Affton High School in Missouri is just one of around 1,000 U.S. schools hacked last year with ransomware. On Feb. 24, 2021, all the school’s systems were affected by a ransomware attack. 

On that day, Adam Jasinski, the director of technology for the school’s district, woke up to an email from a teacher that contained a screenshot of a ransom note. 

“I knew something was wrong right away because I can see that the screen I use on the desktop and it was blue,” Brian Esselman, a teacher at the school, told Motherboard. “It said some very rude things of course and I realized right away that this was a problem.”

Jasinski rushed to work, “panicking the entire time” he was driving, he said.
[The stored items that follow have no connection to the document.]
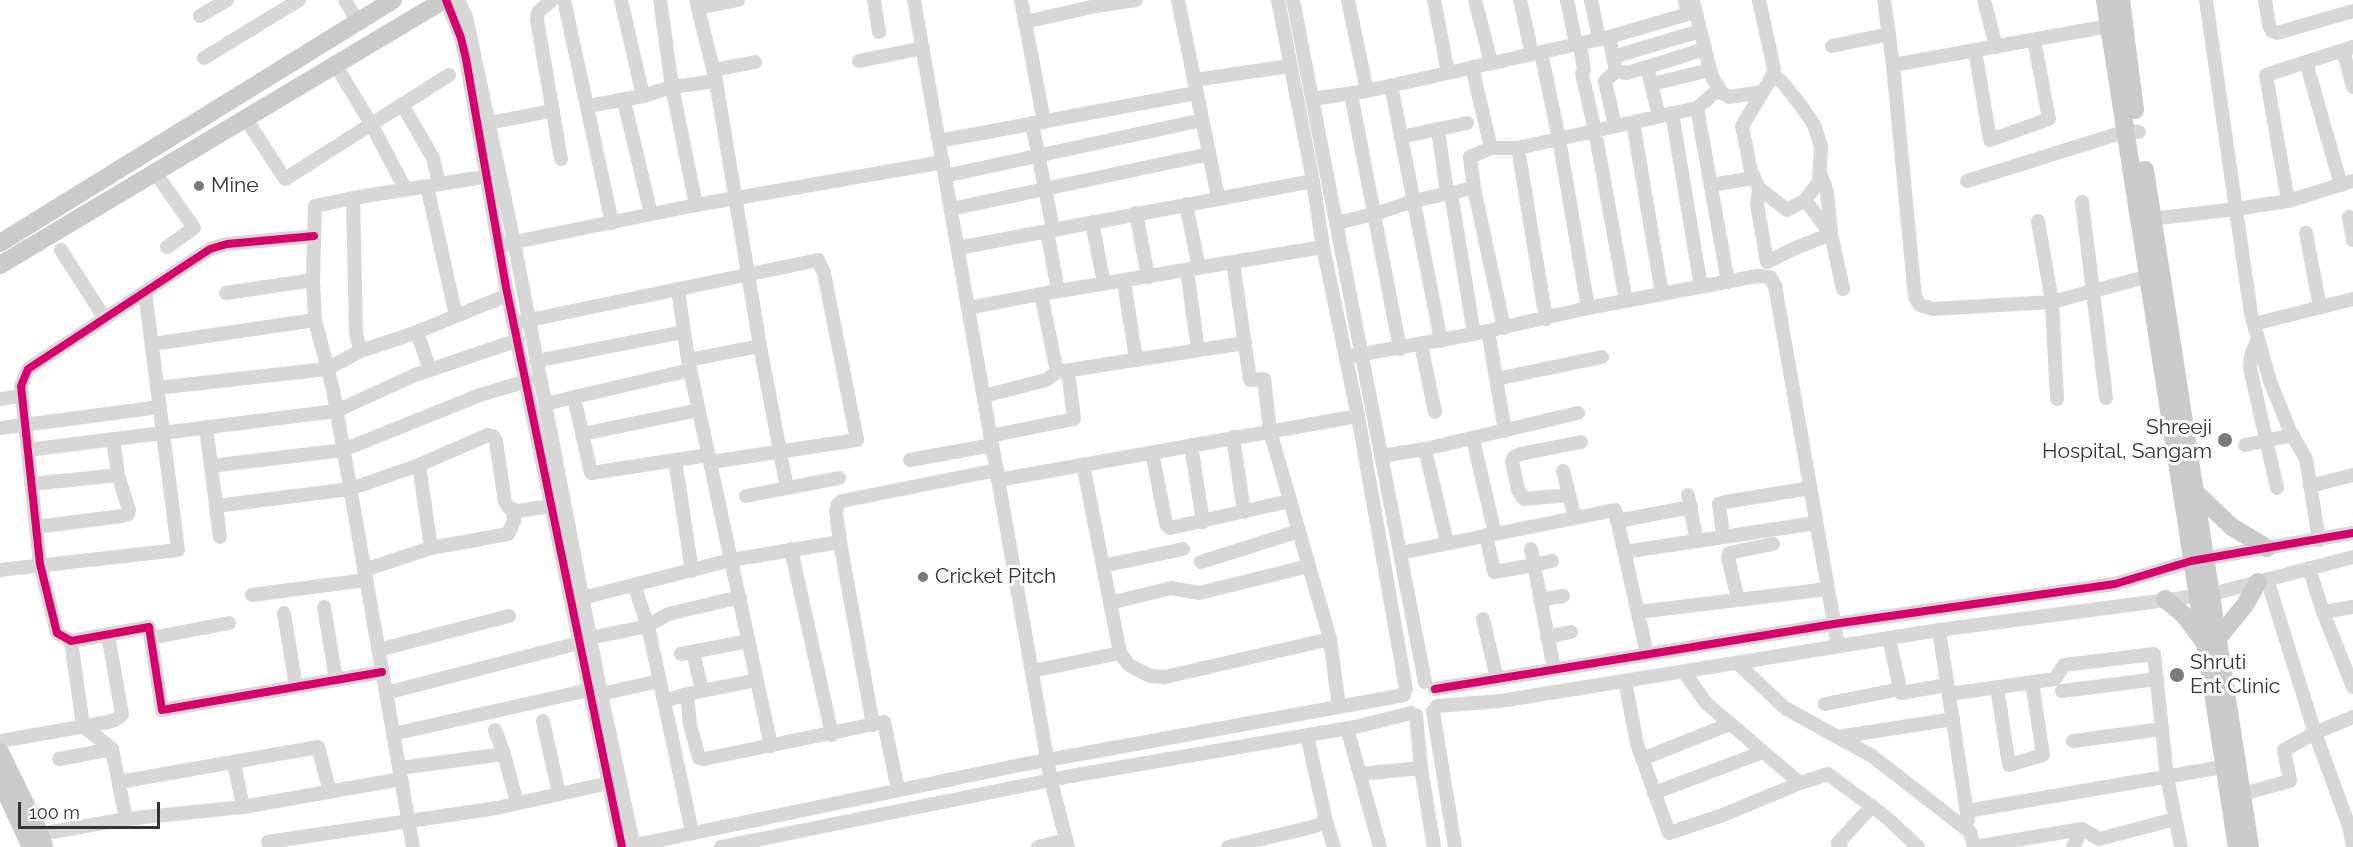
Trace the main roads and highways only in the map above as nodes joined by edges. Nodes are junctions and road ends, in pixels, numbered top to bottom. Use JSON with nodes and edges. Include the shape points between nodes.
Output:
{"nodes":[{"id":1,"x":393,"y":0,"type":"edge"},
{"id":2,"x":445,"y":0,"type":"edge"},
{"id":3,"x":2105,"y":0,"type":"edge"},
{"id":4,"x":2121,"y":0,"type":"edge"},
{"id":5,"x":2133,"y":132,"type":"junction"},
{"id":6,"x":0,"y":243,"type":"edge"},
{"id":7,"x":0,"y":265,"type":"edge"},
{"id":8,"x":2154,"y":275,"type":"junction"},
{"id":9,"x":2195,"y":492,"type":"junction"},
{"id":10,"x":2267,"y":548,"type":"road end"},
{"id":11,"x":2199,"y":560,"type":"junction"},
{"id":12,"x":2262,"y":580,"type":"road end"},
{"id":13,"x":2165,"y":599,"type":"road end"},
{"id":14,"x":2212,"y":640,"type":"junction"},
{"id":15,"x":2231,"y":765,"type":"junction"},
{"id":16,"x":1,"y":766,"type":"edge"},
{"id":17,"x":34,"y":844,"type":"edge"},
{"id":18,"x":2237,"y":847,"type":"edge"},
{"id":19,"x":2250,"y":847,"type":"edge"}],
"edges":[{"from":1,"to":6,"type":"main road"},
{"from":2,"to":7,"type":"main road"},
{"from":3,"to":5,"type":"main road"},
{"from":4,"to":5,"type":"main road"},
{"from":5,"to":8,"type":"main road"},
{"from":8,"to":9,"type":"main road"},
{"from":8,"to":11,"type":"main road"},
{"from":9,"to":10,"type":"main road","via":[[2232,527]]},
{"from":9,"to":11,"type":"main road"},
{"from":11,"to":14,"type":"main road"},
{"from":12,"to":14,"type":"main road"},
{"from":13,"to":14,"type":"main road"},
{"from":14,"to":15,"type":"main road"},
{"from":15,"to":18,"type":"main road"},
{"from":15,"to":19,"type":"main road","via":[[2242,794]]},
{"from":16,"to":17,"type":"main road"}]}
He then checked the server room, while the superintendent called off the school day. 


“Every byte on any types of your devices was encrypted. Don’t try to use backups because it were encrypted too,” the ransom note read. “To get all of your data back. Contact us.”

Jasinski said he quickly concluded that the hackers had stolen data from the school district’s HR department containing social security numbers and other personal data of around 1,000 people.   

Luckily, the school’s backups were not impacted. So Jasinski did not even have to contact or engage with the hackers at all. 

When ransom payments do happen, companies like Chainalysis can track the Bitcoin through the blockchain, identifying the hackers’ wallets and collaborating with law enforcement in an attempt to recover the funds or identify the hackers themselves.